# What is "TP" setting in radio?



## hapster (Dec 15, 2003)

On my sat nav radio (vagged to no warning screen), went to "Band". On the left side, I have FM1, FM2 and TP. Looked it up in the manual. Could find no refernce to TP. So i push TP. Plenty of stations in Denver area. Radio searches thru all of them, then settles on one smallish jazz station, the only one that has a "TP" on the screen. Not a bad station, but I tend to miss some of the others! Turn off TP, all ok.
So vortexers, lead me out of the darkness and honor me with the light of your knowledge: what is TP?


----------



## td_treg (Jan 23, 2004)

*Re: What is "TP" setting in radio? (hapster)*

TP stands for Traffic Program. It designates stations that broadcast traffic announcements. The TP mode should only find the stations that broadcast this signal.
The signal is typically sent out by the station before and after a traffic announcement so that your radio/cd player can pause whatever you’re listening to (CD/Tape/Aux/etc.) and switch over to the announcement.
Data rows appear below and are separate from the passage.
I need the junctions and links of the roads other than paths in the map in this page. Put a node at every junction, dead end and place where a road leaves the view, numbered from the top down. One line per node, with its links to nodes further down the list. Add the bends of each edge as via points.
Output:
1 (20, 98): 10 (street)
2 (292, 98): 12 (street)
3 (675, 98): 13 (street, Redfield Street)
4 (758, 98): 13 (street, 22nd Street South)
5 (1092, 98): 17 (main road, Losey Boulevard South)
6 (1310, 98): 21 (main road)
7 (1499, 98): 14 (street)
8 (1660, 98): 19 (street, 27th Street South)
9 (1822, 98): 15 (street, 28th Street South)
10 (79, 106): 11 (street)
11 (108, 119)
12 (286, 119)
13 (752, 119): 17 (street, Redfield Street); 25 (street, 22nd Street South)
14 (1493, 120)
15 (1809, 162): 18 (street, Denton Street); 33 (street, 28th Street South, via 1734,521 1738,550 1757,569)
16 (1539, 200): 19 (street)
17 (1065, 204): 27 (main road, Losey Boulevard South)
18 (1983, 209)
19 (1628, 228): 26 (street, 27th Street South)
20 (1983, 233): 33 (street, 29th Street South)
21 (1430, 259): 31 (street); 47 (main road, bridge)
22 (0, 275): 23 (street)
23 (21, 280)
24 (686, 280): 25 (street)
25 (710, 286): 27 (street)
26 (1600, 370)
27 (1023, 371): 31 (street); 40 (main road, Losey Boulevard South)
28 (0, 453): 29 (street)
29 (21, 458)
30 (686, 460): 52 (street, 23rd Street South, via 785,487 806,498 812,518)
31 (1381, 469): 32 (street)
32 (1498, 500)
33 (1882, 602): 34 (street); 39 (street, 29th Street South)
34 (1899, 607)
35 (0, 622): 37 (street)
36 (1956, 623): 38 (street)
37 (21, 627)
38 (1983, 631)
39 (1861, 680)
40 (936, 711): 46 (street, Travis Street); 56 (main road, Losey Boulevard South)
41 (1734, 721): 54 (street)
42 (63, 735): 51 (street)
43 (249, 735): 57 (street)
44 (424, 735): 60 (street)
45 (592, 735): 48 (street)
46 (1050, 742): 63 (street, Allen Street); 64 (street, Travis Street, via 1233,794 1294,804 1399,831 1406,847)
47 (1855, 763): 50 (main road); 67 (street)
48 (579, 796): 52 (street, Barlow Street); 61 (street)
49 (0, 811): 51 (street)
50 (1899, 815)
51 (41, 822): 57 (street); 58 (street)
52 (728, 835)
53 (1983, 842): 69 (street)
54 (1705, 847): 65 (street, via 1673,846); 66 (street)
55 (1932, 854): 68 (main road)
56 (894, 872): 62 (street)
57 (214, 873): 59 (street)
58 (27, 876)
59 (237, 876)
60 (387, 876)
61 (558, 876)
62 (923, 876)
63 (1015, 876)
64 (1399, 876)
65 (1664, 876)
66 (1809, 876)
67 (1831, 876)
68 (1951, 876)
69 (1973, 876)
Once the announcement is over the radio/cd player should switch back to whatever you were listening before.
I wasn’t aware that this technology is also being used in the US. It has been in place in Europe for many years.


----------



## sciencegeek (Oct 26, 2003)

*Re: What is "TP" setting in radio? (hapster)*

Touareg Preference.
The NAV cpu has a sensor that integrates your elecrostatic potential with your driving style and finds a station that plays music whose digital profile most closely matches it.


----------



## henry14 (Nov 8, 2003)

If you activate TP in the Touareg only the TP stations will play.


----------



## eggyacid (Jan 31, 2002)

My NAV does not show TP


----------



## aircooled (Jul 30, 2003)

*Re: What is "TP" setting in radio? (hapster)*

Hey Hap, good to hear from you again. Yes, TP is for traffic priority. Unfortunately, it is not in use in the US. The reason that you see it is because that we vagged your NAV system to euro settings.
Hap, I don't have your email address. I want to get you on our rally list. Can you email me at c.m.hammock [at] att dot net? Thanks!


----------